Wait!  We want a happy ending!  We want the entire family standing around the roasting calf and singing Kumbaya!  But Jesus wants His listeners (Scribes, Pharisees, and us) to think about the story He just told.  What makes a sheep herder rejoice – finding the one stray that he was convinced was permanently lost (Lk 15:3-6).

Recently my next door neighbor’s dog unexpectedly ran off.  I remembered the joy she had when she bought the dog.  The dog was missing some 4-5 days, and with the passing of each day, her sad resignation that there was the possibility that she had lost her dog for good seemed to overwhelm her, and the neighborhood.  Finally, one evening word was received that the dog made its way to a local school yard, and they tracked down my neighbor to let her know that “what was lost was now found.”

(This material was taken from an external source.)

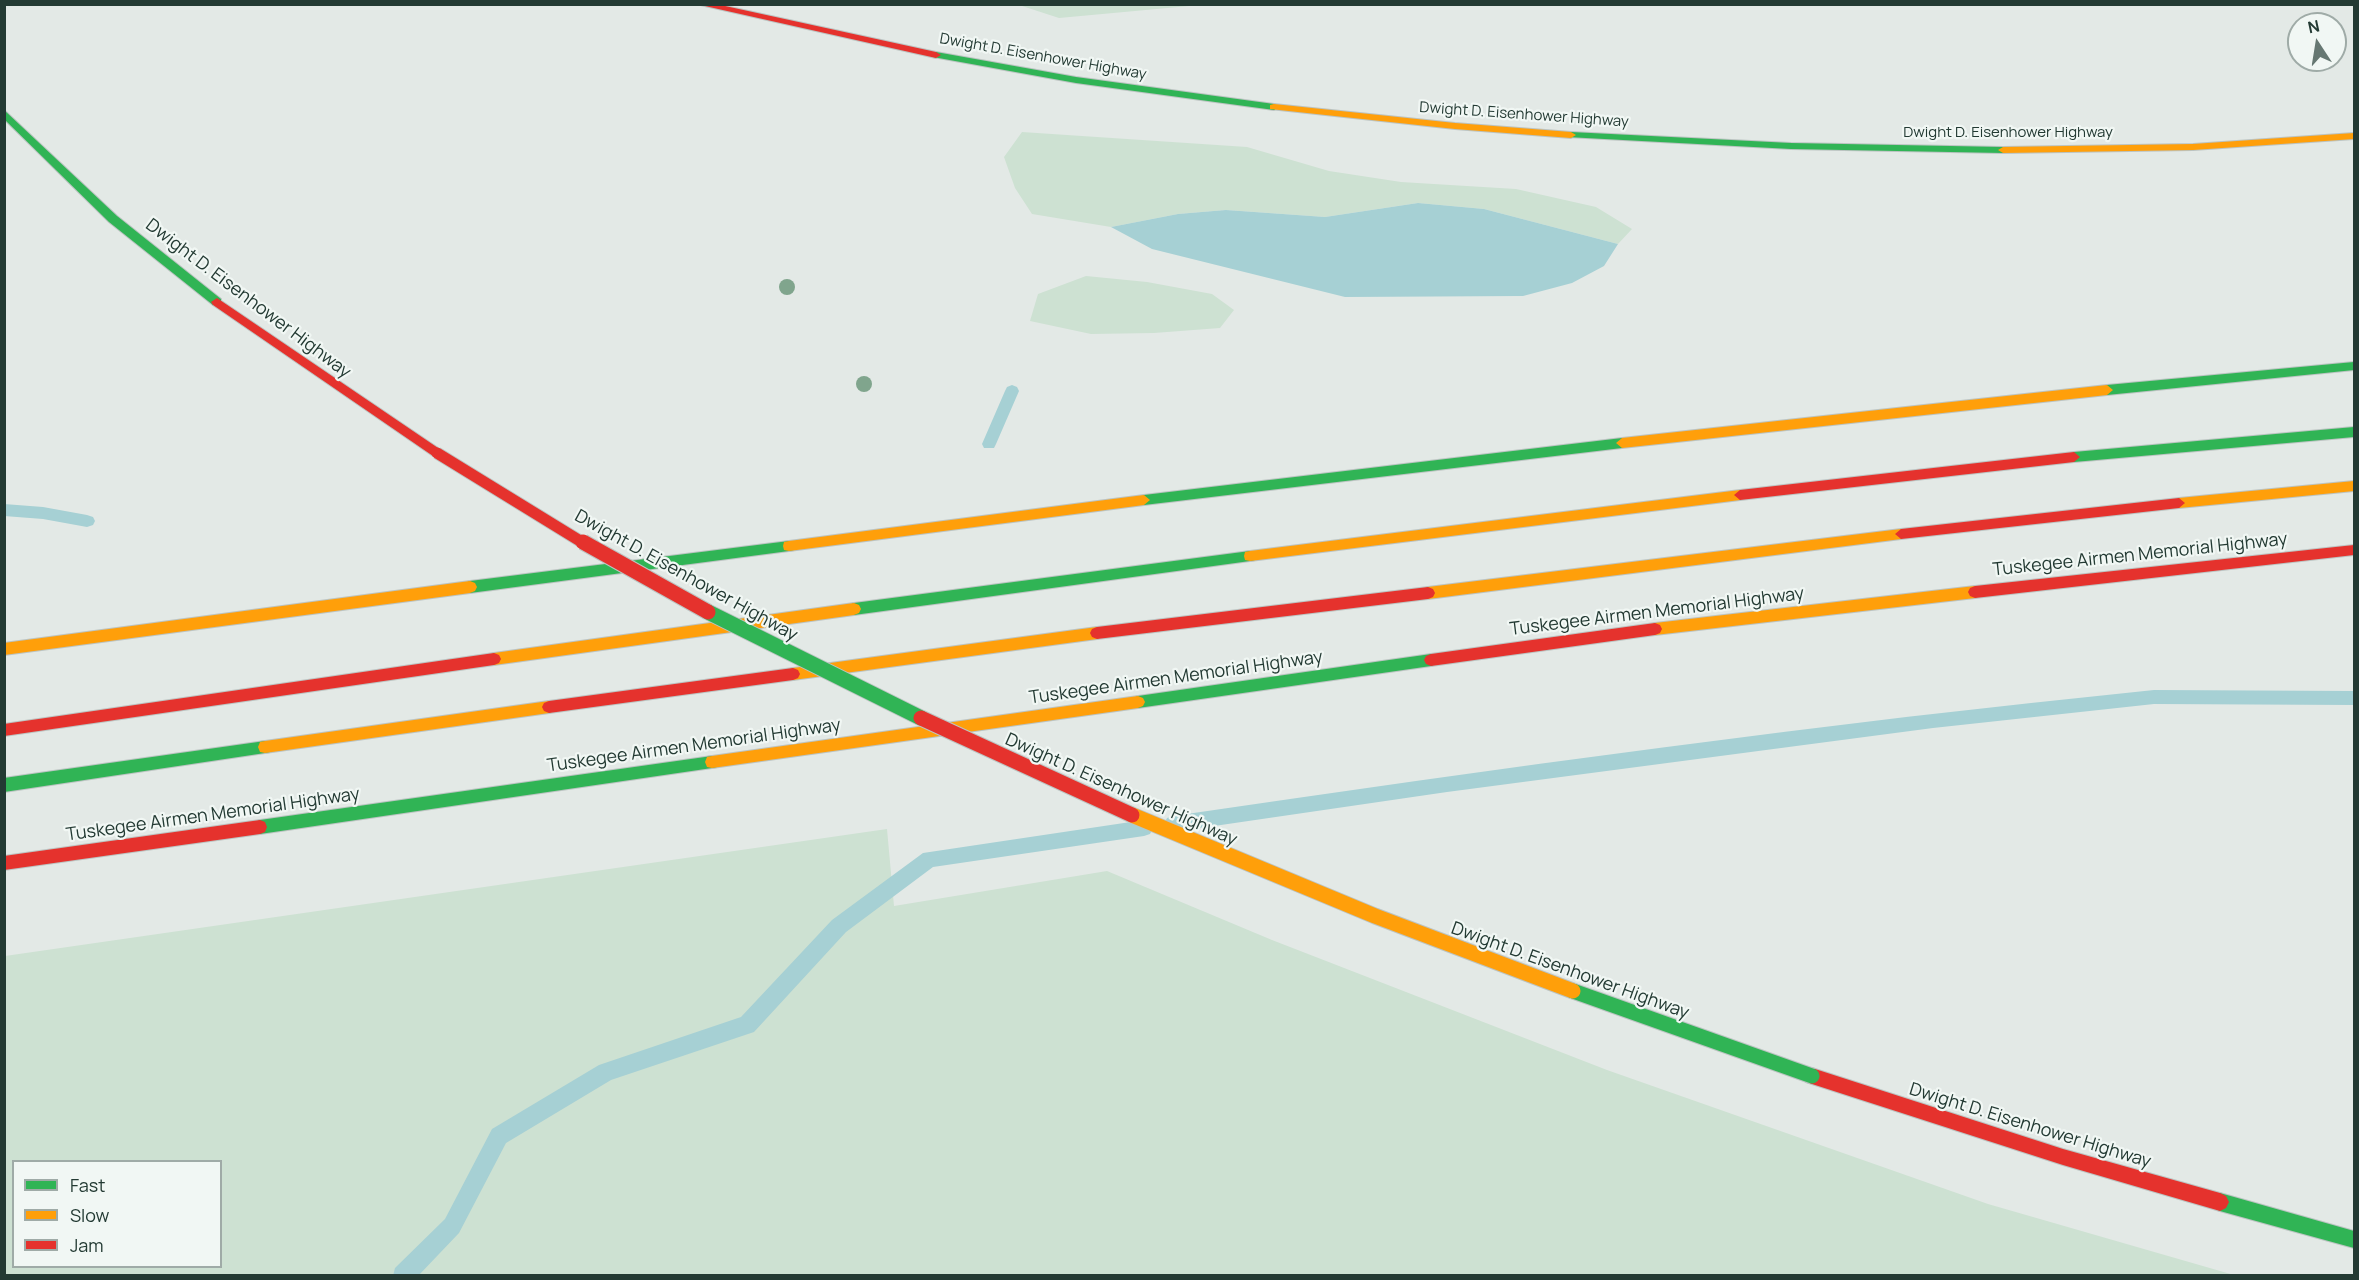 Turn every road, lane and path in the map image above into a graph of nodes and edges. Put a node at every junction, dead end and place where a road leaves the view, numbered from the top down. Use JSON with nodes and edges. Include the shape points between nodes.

Based on today’s parable we will never know what the older son decided to do.  Did he finally go into the house?  Did he ever forgive “this son of yours” (not ‘my brother’)?  Did he ever come to accept that the love of God is like the love of the Father – unexplainable, boundless, magnanimous?  Jesus wanted the Scribes and Pharisees to spend less time condemning the “tax collectors and sinners,” and spend more time focusing on a love which is more eager to forgive than to condemn.  We will never know how the characters of this parable lived out the rest of their lives.  All that is important, is that we live out the rest of our lives loving as Jesus would have us love, and forgiving as we have been forgiven.